Wouldn’t you know, Shen Ran’s skyscraper office faces the desk of Zixin in the neighboring building, where he starts plastering notes and pictures in the window to get her attention, which actually works, also attracting the attention of another buxom office worker, Angelina (Larisa Bakurova), who works a few stories below thinking all the attention is directed at her.  When he suggests they meet, he gets smothered by the sexualized Angelina, who takes his mind off Zixin, who sees them together the following morning, posting “asshole” on the office window.  This turns into a game of hard to get as she never wants to see him again, set in the financial turmoil of the international economic crisis, where each company was forced to make big cutbacks, but Shen Ran eventually buys Zixin’s company, becoming her boss, where he immediately finds ways to make her busy and keep her close at hand.  He orders her to pick out a new luxury car, a penthouse suite, as well as the interior furnishings, all ultra-stylish examples of extreme wealth on display, where he attempts to buy his way into her heart.  And it nearly works, until she realizes why she doesn’t trust the guy.  Incredibly, a cleaned up Qihong reappears in the office across the way, as he’s back designing buildings, including one in Zixin’s home town of Suzhou, where he’s forced to compete in this office window charade of attracting the girl’s attention through playful originality, and the guy’s a born natural, featuring a sentimental singing frog. 
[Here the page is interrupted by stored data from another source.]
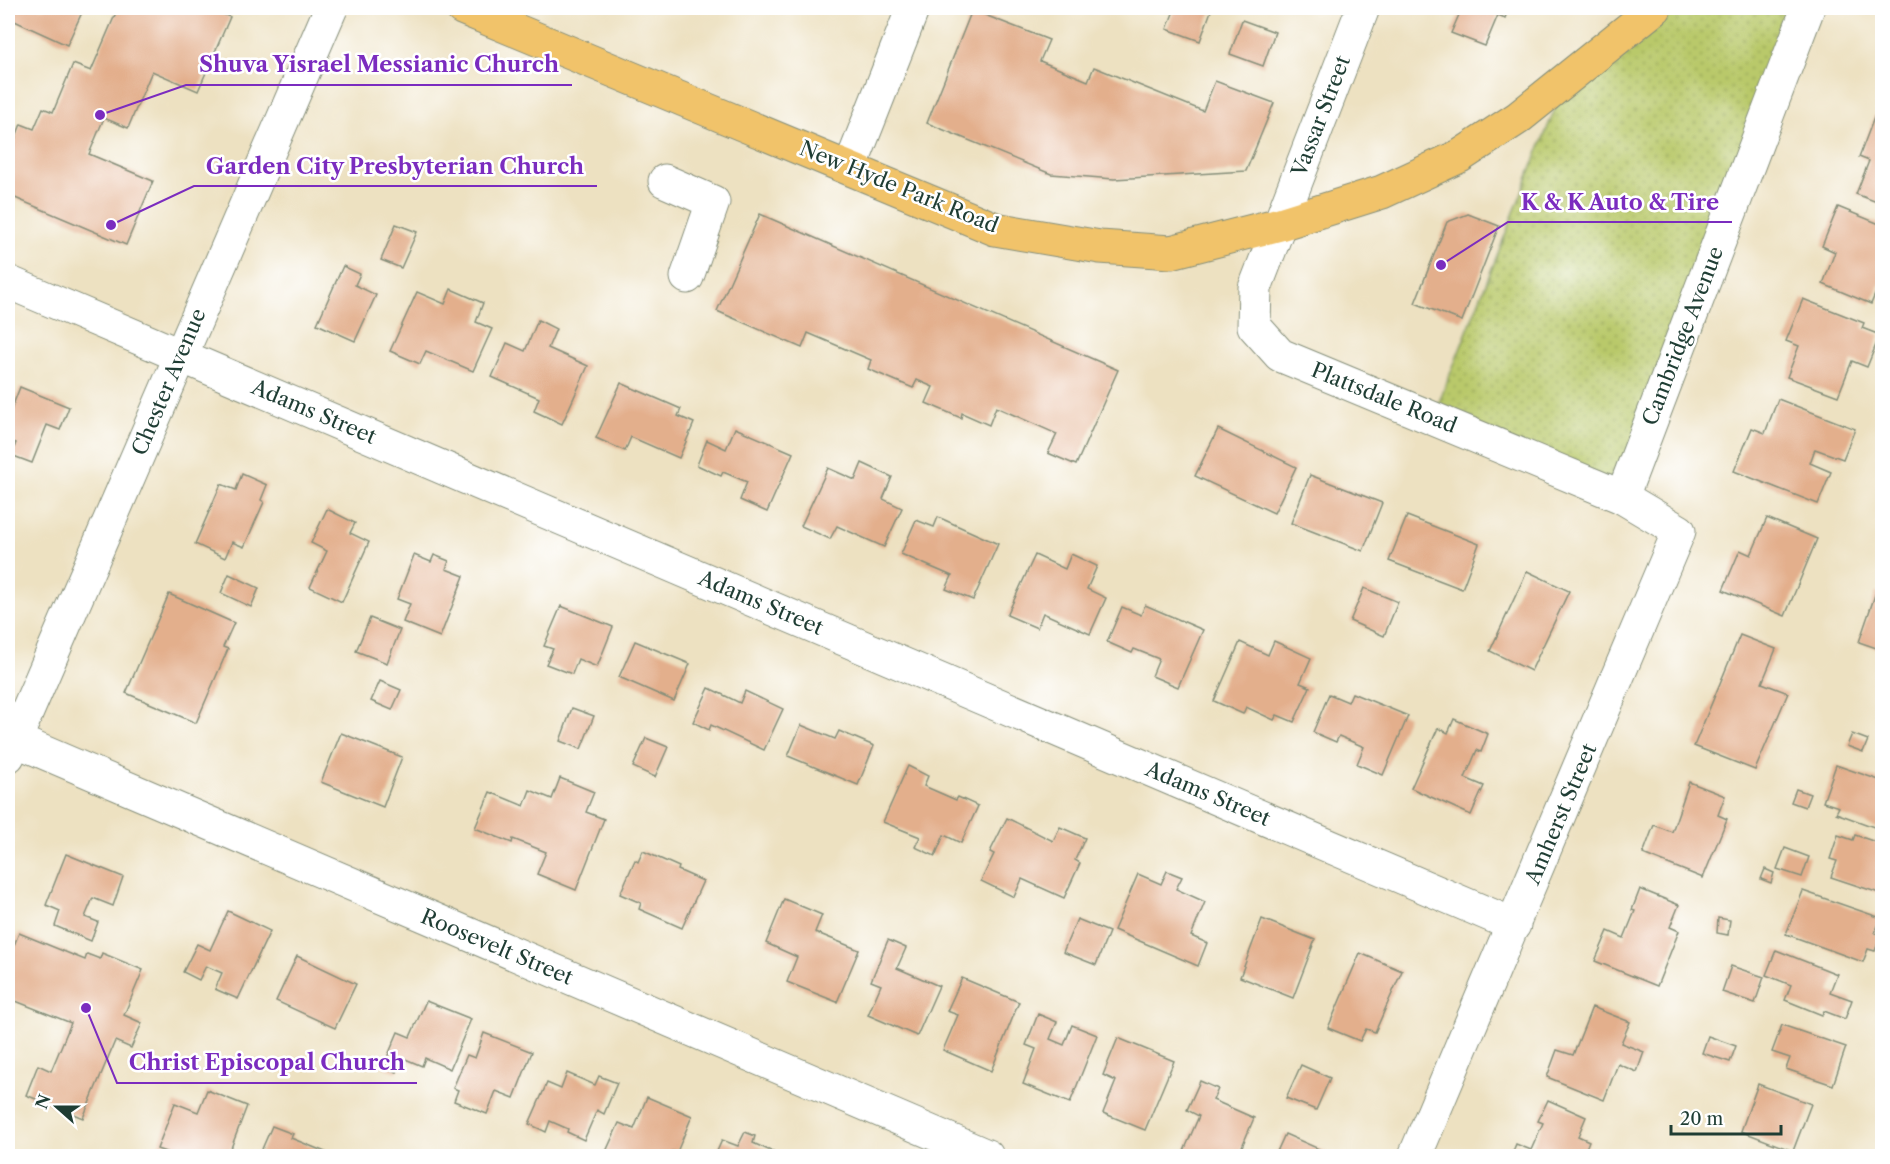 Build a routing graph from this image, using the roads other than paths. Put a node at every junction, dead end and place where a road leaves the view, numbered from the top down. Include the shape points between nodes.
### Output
1 (331, 8) edge
2 (462, 8) edge
3 (913, 8) edge
4 (1363, 8) edge
5 (1655, 8) edge
6 (1808, 8) edge
7 (850, 168) junction
8 (665, 181) dead end
9 (1280, 224) junction
10 (687, 277) dead end
11 (8, 282) edge
12 (180, 355) junction
13 (1622, 497) junction
14 (10, 744) edge
15 (1514, 925) junction
16 (987, 1156) edge
17 (1415, 1156) edge

1 - 12 street, Chester Avenue
2 - 7 main road, New Hyde Park Road
3 - 7 street
4 - 9 street, Vassar Street
5 - 9 main road, New Hyde Park Road via 1518,118 1460,156 1382,192
6 - 13 street, Cambridge Avenue
7 - 9 main road, New Hyde Park Road via 995,229 1100,248 1171,252
8 - 10 street via 713,202
9 - 13 street, Plattsdale Road via 1255,288 1254,326 1280,355
11 - 12 street, Adams Street
12 - 14 street, Chester Avenue
12 - 15 street, Adams Street
13 - 15 street, Amherst Street via 1679,531
14 - 16 street, Roosevelt Street
15 - 17 street, Amherst Street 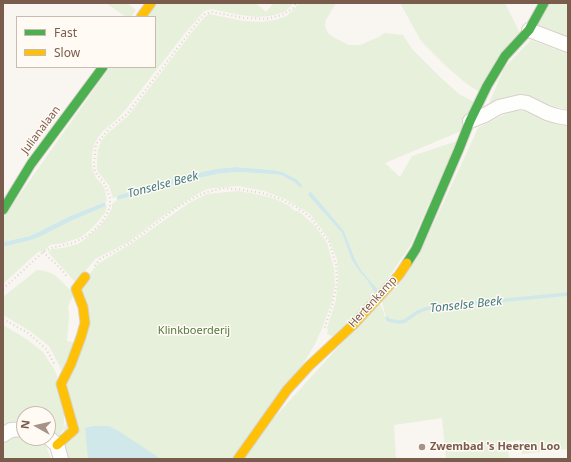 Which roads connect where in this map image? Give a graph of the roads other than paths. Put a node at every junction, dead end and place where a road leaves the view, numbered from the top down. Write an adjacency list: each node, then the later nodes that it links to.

What to do, what to do, as she’s got her heart falling for two gorgeous guys, each one loaded, where Hong Kong is back in the flush of money and success, where the city is once again a showpiece on display in a Hong Kong film which is fortunate to have such a panoramic skyline and backdrop for movies.  Despite all the love and silliness, the film doesn’t sustain the interest throughout, lagging somewhat as the game gets prolonged, as the competition just elevates to the ridiculous, as these guys are like super characters with the money and power to accomplish just about anything.  Zixin’s talent is her joyful optimism, as she’s a cheerful addition to any room, where even in her most gloomy state, she continues to radiate warmth and affection, though her playfulness is a bit girlish.  Koo exudes his playboy charm, still something of a snake at heart, while Wu also has a boyish and trustworthy nature, the kind of guy who’s not nearly as interesting, but is reliable and dependable - - hint:  marriage material.  Who would you rather be married to, the charming, James Bond style international playboy who commands instant respect wherever he goes, or the likeable guy adored by your family for all the right reasons, as he’s never full of himself, placing her interests first, but he’s also not nearly as much fun to be around as the snake?  As for the sexual sizzle, which guy?  Her indecisiveness takes forever, which can get annoying, where you might start to root for a third option, like dump the girl and let the guys have a go at it, which would at least be a surprise.  Whatever happens, expect all is right in the ever invigorated Hong Kong film industry which keeps churning out the hits.